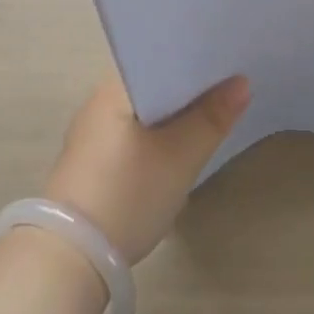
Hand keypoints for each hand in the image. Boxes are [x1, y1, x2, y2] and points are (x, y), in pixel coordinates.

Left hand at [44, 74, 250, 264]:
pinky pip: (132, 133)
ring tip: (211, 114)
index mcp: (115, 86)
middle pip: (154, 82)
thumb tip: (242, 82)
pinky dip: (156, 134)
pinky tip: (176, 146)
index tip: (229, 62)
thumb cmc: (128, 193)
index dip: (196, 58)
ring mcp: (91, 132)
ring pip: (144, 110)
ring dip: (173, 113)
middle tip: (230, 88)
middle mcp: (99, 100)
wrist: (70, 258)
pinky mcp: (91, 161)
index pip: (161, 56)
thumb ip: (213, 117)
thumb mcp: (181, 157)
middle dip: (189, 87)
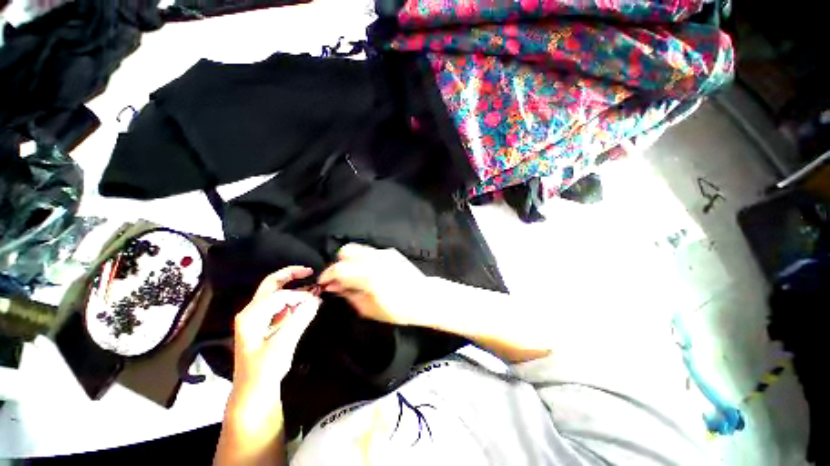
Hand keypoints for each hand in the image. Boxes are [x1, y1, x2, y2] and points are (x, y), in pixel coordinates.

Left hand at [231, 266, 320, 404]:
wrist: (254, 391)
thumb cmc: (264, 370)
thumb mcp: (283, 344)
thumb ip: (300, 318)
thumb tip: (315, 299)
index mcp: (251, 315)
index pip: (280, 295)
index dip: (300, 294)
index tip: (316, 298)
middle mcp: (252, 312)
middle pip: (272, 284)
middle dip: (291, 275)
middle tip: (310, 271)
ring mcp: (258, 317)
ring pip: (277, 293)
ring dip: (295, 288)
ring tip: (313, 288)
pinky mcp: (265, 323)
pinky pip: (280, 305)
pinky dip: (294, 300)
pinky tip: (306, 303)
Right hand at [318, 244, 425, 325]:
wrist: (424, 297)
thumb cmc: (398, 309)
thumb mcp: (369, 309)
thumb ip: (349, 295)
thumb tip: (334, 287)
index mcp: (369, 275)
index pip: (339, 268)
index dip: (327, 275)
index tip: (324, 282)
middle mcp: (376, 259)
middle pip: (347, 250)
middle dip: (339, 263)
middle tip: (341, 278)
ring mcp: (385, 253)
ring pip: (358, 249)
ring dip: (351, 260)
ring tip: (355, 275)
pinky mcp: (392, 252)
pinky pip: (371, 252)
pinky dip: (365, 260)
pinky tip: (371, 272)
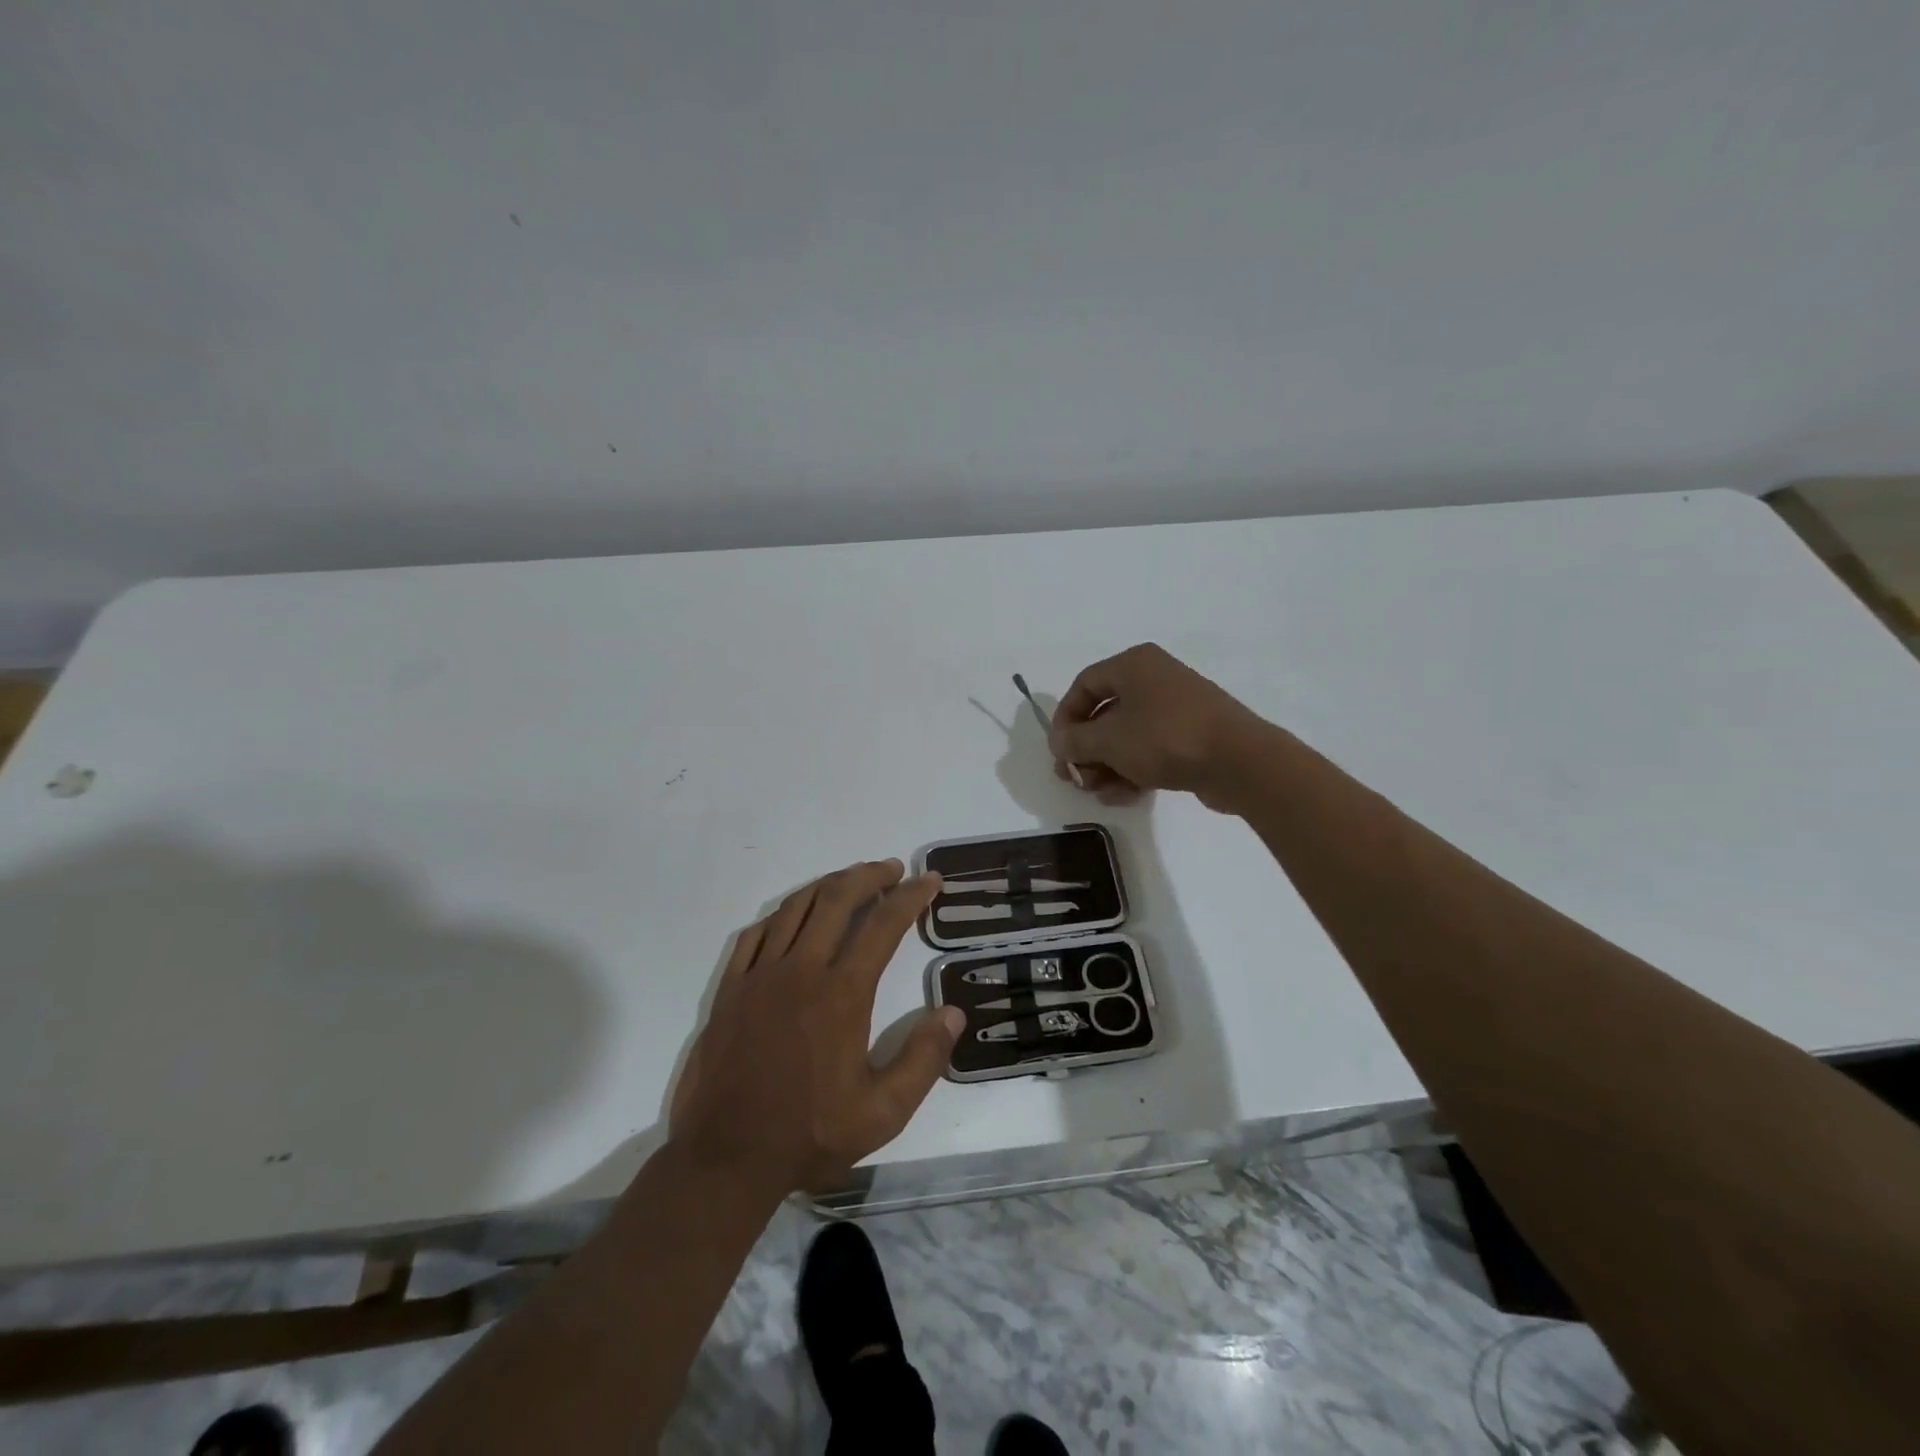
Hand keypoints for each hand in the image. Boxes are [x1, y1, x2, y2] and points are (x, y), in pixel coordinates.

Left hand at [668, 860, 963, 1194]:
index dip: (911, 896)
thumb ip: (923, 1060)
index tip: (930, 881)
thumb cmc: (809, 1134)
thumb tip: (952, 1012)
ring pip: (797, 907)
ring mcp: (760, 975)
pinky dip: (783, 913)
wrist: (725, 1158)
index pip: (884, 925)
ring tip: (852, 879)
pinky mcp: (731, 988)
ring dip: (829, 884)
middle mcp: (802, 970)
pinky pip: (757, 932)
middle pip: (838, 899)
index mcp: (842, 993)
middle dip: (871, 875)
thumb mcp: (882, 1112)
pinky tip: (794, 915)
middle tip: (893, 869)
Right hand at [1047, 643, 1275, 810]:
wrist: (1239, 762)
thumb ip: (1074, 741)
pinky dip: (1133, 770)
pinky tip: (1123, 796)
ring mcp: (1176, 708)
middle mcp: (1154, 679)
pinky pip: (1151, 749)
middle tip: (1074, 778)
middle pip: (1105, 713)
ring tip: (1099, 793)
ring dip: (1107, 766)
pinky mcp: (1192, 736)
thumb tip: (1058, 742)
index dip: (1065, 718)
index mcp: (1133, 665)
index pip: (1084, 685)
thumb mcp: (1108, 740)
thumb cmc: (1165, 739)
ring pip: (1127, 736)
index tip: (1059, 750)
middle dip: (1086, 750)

········

Only the lines above from the one with "thumb ip: (300, 318)" up to and including the one with "pinky mcp: (265, 323)" should be repeated, exactly as written.

thumb ip: (300, 318)
thumb tip: (315, 299)
index mcp: (251, 315)
index pip: (280, 295)
index dip: (300, 294)
index tip: (316, 298)
middle mcp: (252, 312)
middle pip: (272, 284)
middle dip: (291, 275)
middle tip: (310, 271)
ring mcp: (258, 317)
ring pip: (277, 293)
ring dip: (295, 288)
ring tip: (313, 288)
pinky mcp: (265, 323)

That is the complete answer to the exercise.